Well, as they say, that escalated quickly.
Recently, a group of community activists filed papers with the City of Los Angeles to recall Mayor Eric Garcetti.
Their casus belli against the mayor, who just a year ago was seen as a potential (if long shot) 2020 Presidential contender, is the explosion of people experiencing homelessness on the streets of Los Angeles city and county.
I’m doubtful they'll be able to recall the mayor. The campaign is being led by Alexandria Datig, a registered Republican, which is just begging for Garcetti’s machine to frame the effort as a partisan torpedo-job.
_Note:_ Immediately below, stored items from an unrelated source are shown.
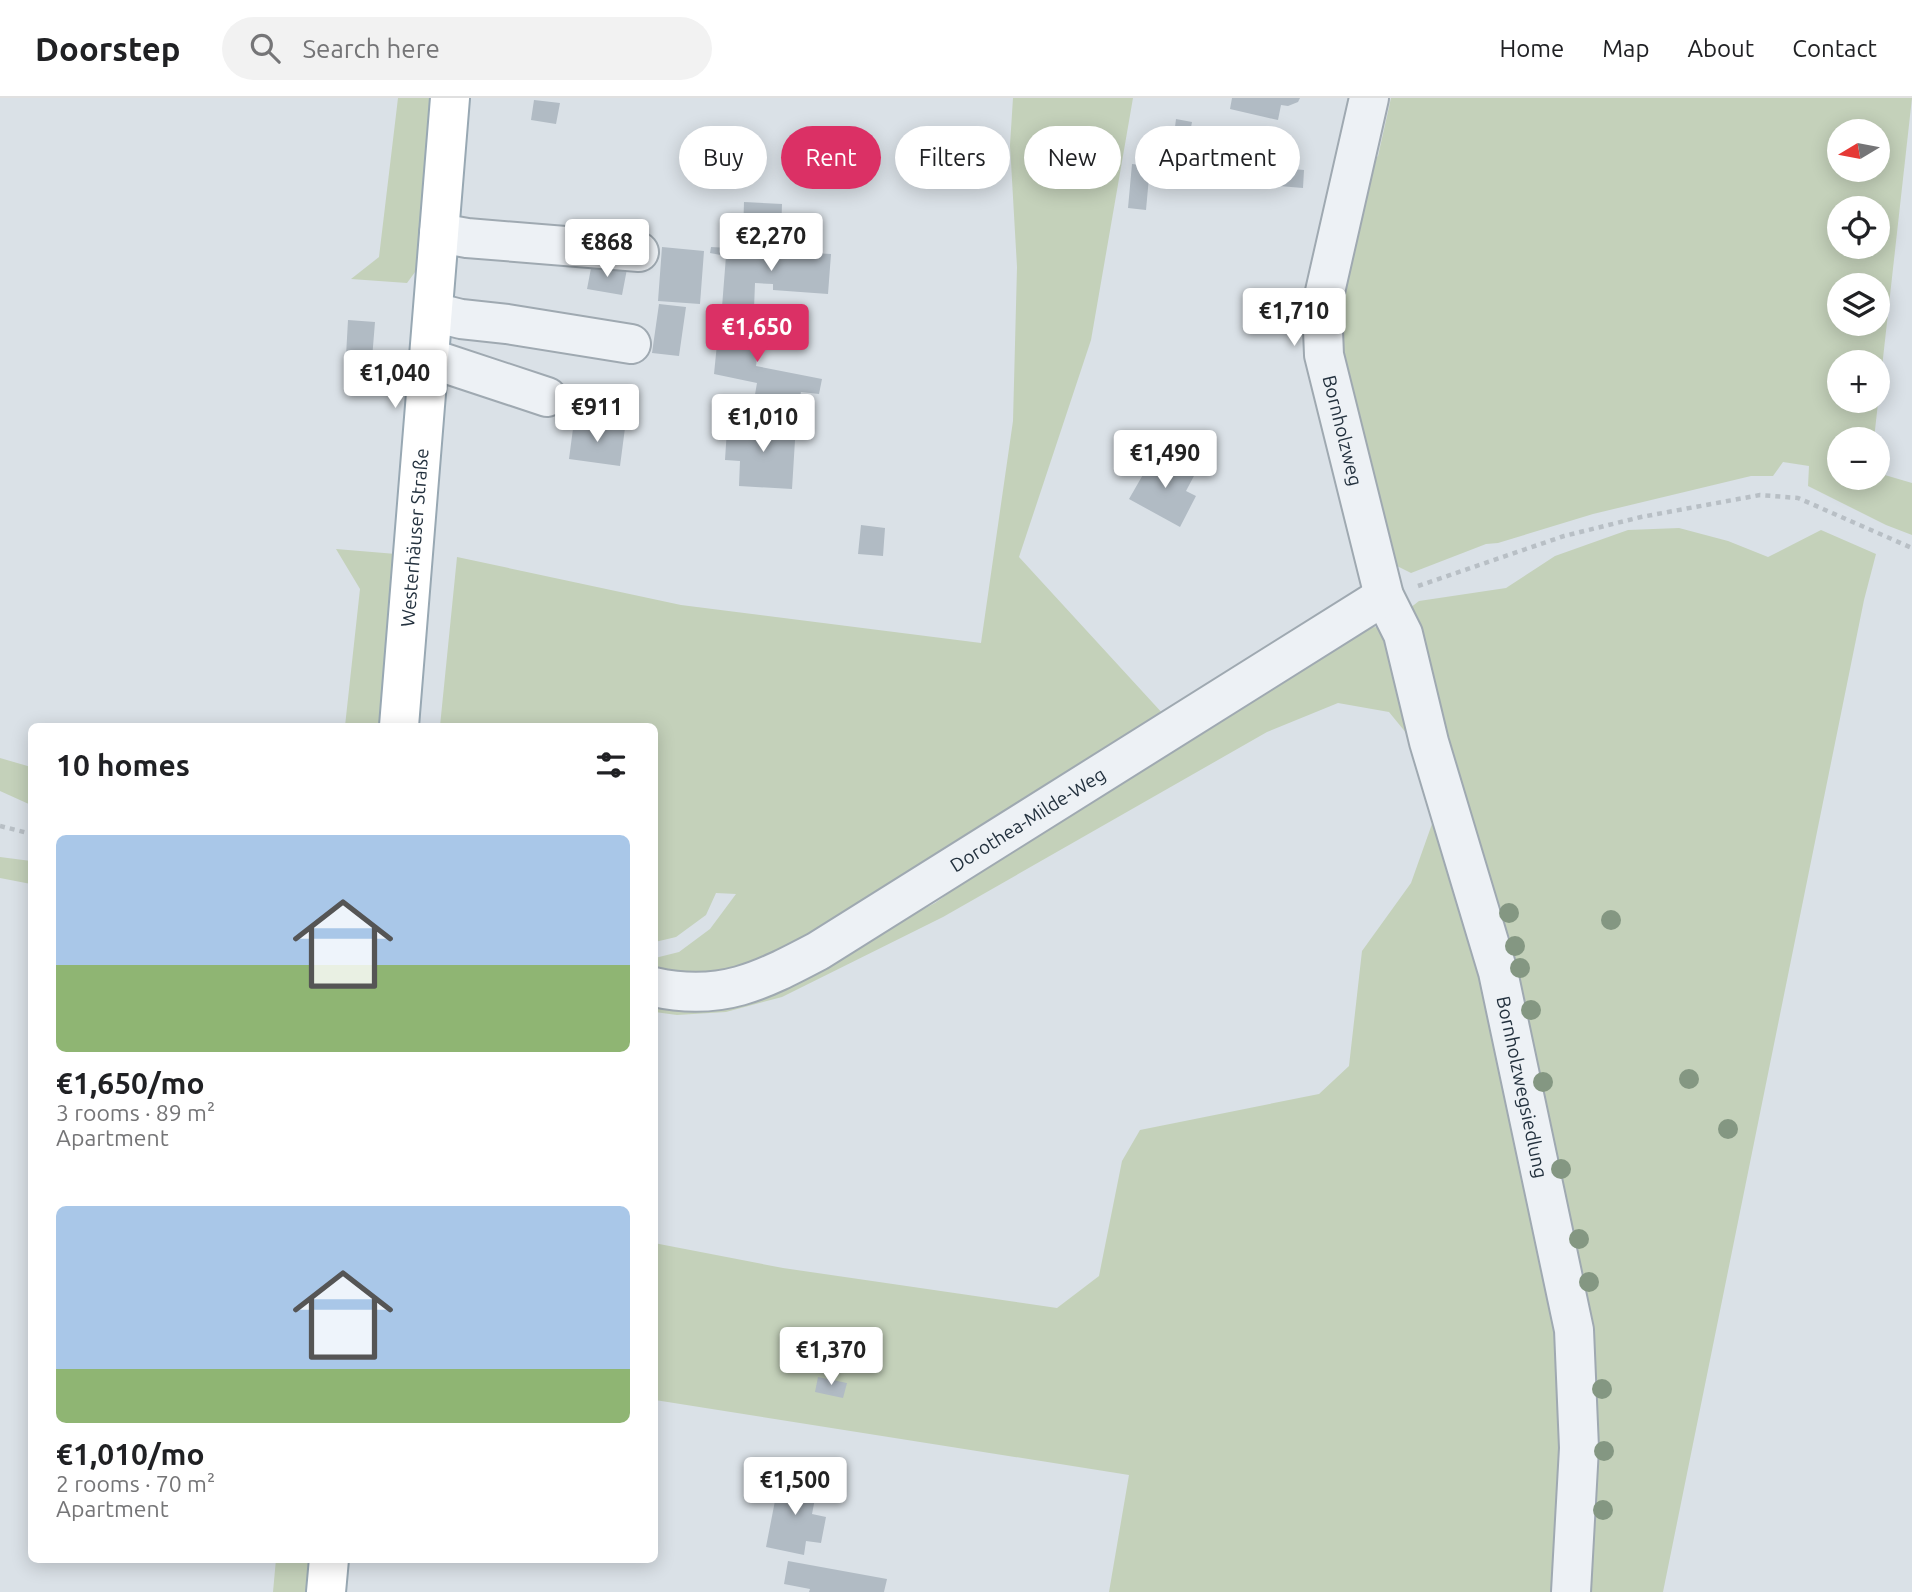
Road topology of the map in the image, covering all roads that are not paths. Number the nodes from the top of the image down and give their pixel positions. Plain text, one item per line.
1 (450, 98) edge
2 (1369, 98) edge
3 (439, 233) junction
4 (639, 252) dead end
5 (433, 312) junction
6 (631, 344) dead end
7 (429, 358) junction
8 (547, 397) dead end
9 (1384, 596) junction
10 (398, 723) edge
11 (658, 988) edge
12 (1571, 1592) edge

1 - 3 main road, Westerhäuser Straße
2 - 9 street, Bornholzweg
3 - 4 street
3 - 5 main road, Westerhäuser Straße
5 - 6 street
5 - 7 main road, Westerhäuser Straße
7 - 8 street
7 - 10 main road, Westerhäuser Straße
9 - 11 street, Dorothea-Milde-Weg
9 - 12 street, Bornholzwegsiedlung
But their concerns deserve to be heard.
The evidence is mounting that homelessness is well past a crisis. Current counts pin the number at around 55,000 human beings living on the streets of Los Angeles. US News and World Report cited a Kaiser report that claims that 918 of these people died on the streets last year, many of preventable or treatable causes had they been diverted to the right interventions.
There are also reports that rats are attracted to these encampments. The vermin can harbor diseases that will only cause more deaths among the vulnerable homeless population and potentially among the more general population.
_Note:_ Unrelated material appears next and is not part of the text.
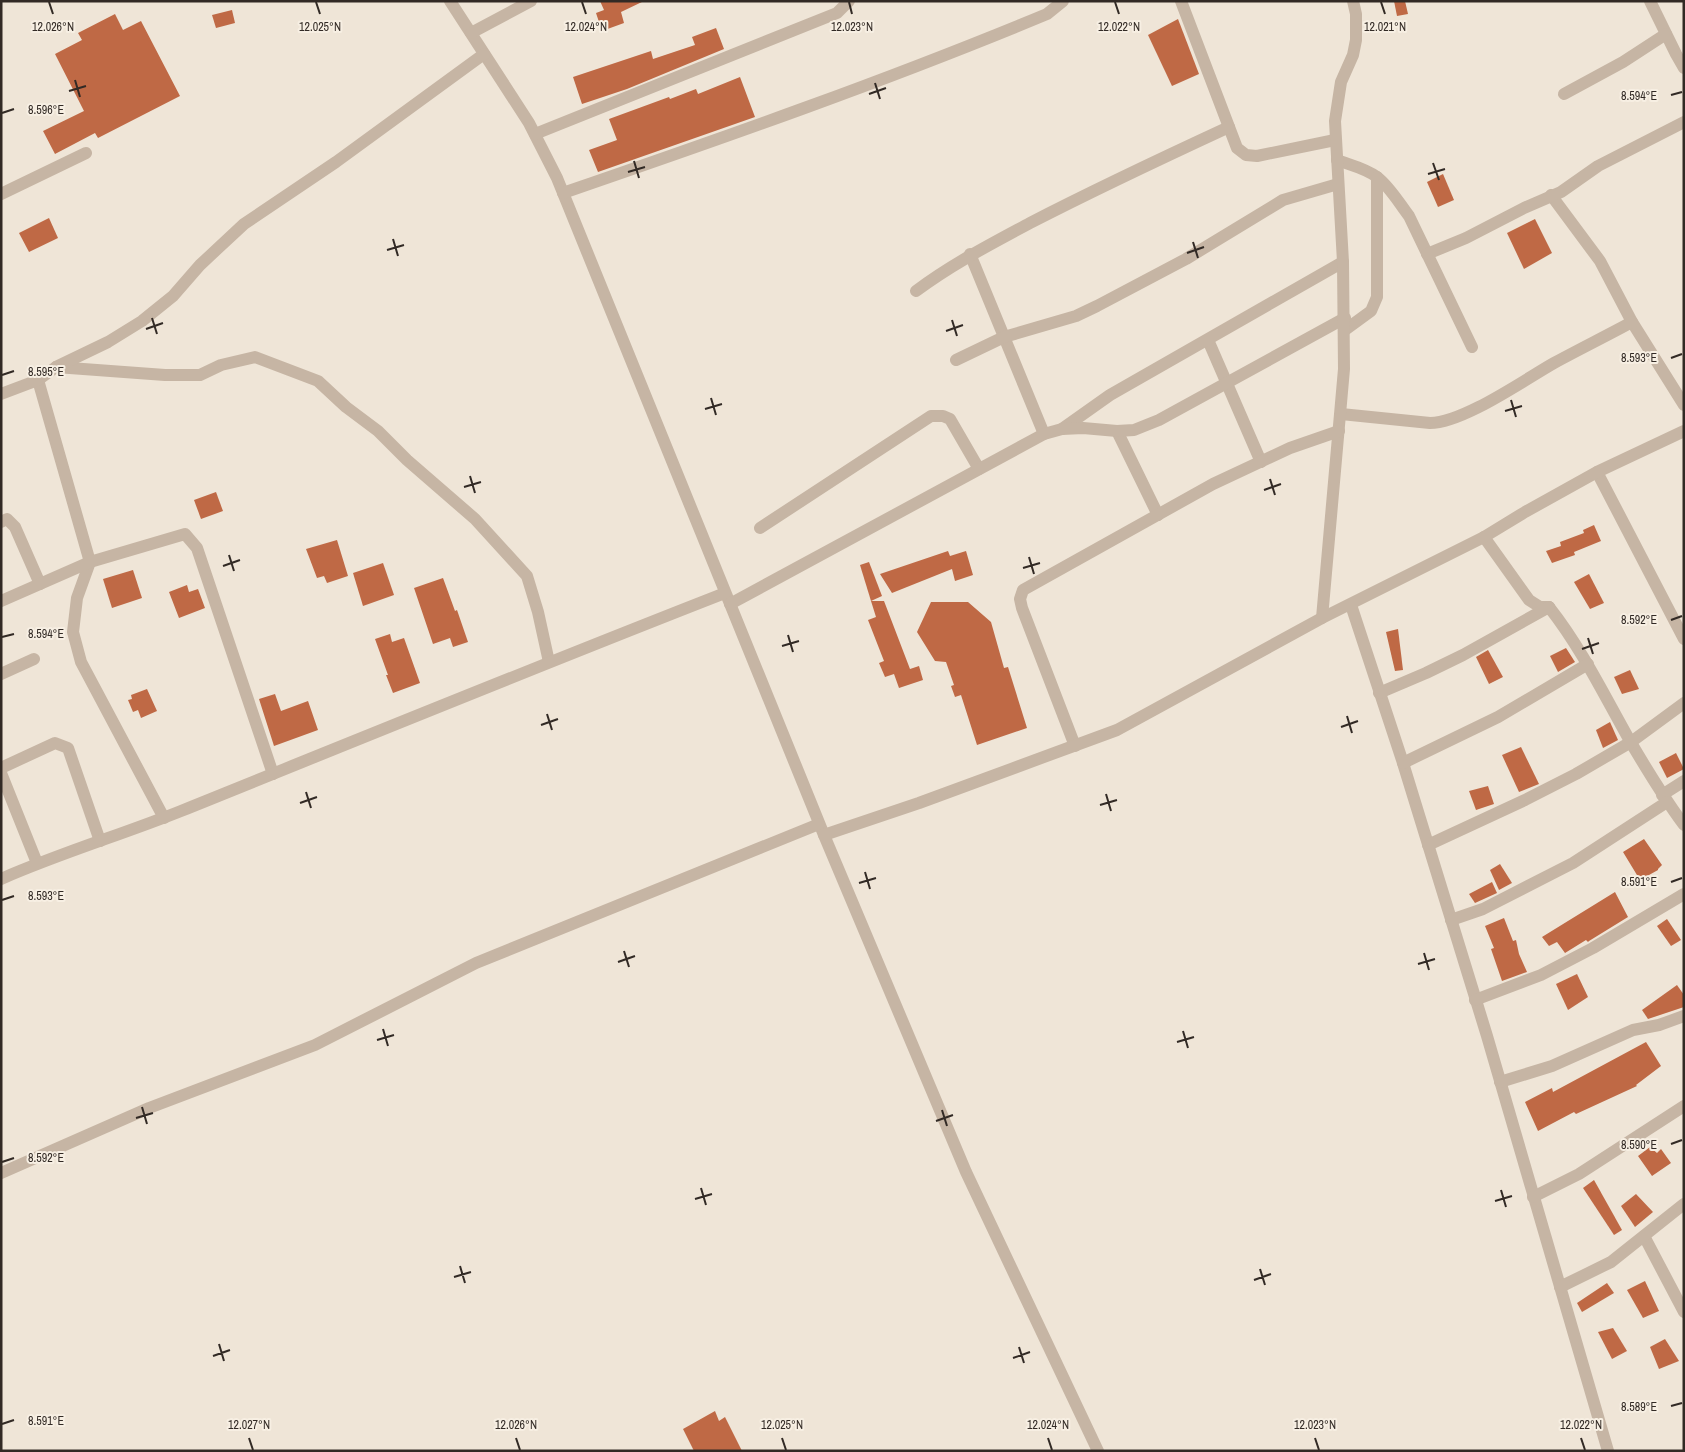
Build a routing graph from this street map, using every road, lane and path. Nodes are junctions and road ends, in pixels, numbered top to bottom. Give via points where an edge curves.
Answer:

Day after day, on his radio show on KABC, Dr. Drew Pinsky has been sounding an alarm that these rats and the fleas they bear could spark outbreaks of typhus (as happened in LA City Hall recently) or worse, the Black Plague, a malady thought long since gone and only a subject of books on the Middle Ages.
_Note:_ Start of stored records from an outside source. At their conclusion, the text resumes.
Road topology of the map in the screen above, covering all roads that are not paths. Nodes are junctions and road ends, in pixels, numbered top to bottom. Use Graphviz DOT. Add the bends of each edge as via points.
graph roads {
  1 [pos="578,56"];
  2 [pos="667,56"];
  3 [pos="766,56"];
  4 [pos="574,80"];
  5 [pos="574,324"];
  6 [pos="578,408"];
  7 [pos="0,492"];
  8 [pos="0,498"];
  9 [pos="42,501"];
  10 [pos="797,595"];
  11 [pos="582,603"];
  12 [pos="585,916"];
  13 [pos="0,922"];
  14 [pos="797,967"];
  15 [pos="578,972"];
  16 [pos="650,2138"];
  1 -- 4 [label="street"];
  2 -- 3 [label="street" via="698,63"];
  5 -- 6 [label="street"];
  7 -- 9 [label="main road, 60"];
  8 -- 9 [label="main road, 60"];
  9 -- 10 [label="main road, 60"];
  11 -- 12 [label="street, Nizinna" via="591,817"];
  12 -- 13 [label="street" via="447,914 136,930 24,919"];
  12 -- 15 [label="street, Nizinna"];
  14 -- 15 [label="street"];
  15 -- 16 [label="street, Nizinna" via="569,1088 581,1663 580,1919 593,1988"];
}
Mayor Garcetti claimed that the real trash problem was from scofflaw businesses dumping trash on the streets.
LA’s solution seems to be “build affordable housing” as its sole goal. It's the “Field of Dreams” approach—load up a big shotgun full of money and fire it at developers and construction unions and hope that “if they build it, they will come.”
Voters approved Measure H in 2016, which raised property taxes to fund a bond issue to build 10,000 units of supportive housing in 10 years. This was supplemented with Measure HHH the next year, a county initiative that raised the sales tax for the same goal.
Unfortunately, trying to solve homelessness with only housing is like trying to bail out the Mississippi River with a Dixie cup.
Granted, if the 10,000 units are actually ever built, they will be useful for those who have merely fallen on hard times, have nowhere else to go and just need space to find employment and get their life back on track.
But housing won’t help those who need more comprehensive help – those who are mentally ill, for instance.
It’s estimated that 25 to 45 percent of the homeless population suffers from mental illness, substance addiction, or a combination of the two. Unless the housing includes comprehensive treatment for mental illness and/or addictions, it’s little more than warehousing.
It's a bandage over a much more serious wound.
However, government has never been good at actually addressing root issues. Instead, those in power prefer to declare “war” on a problem, do a half-hearted job, and then pat themselves on the back while trying to sell their hasty patches as a reason to be re-elected.
I fully expect Mayor Garcetti to go down this path.
Maybe he’ll prove me wrong, but I’m not holding my breath.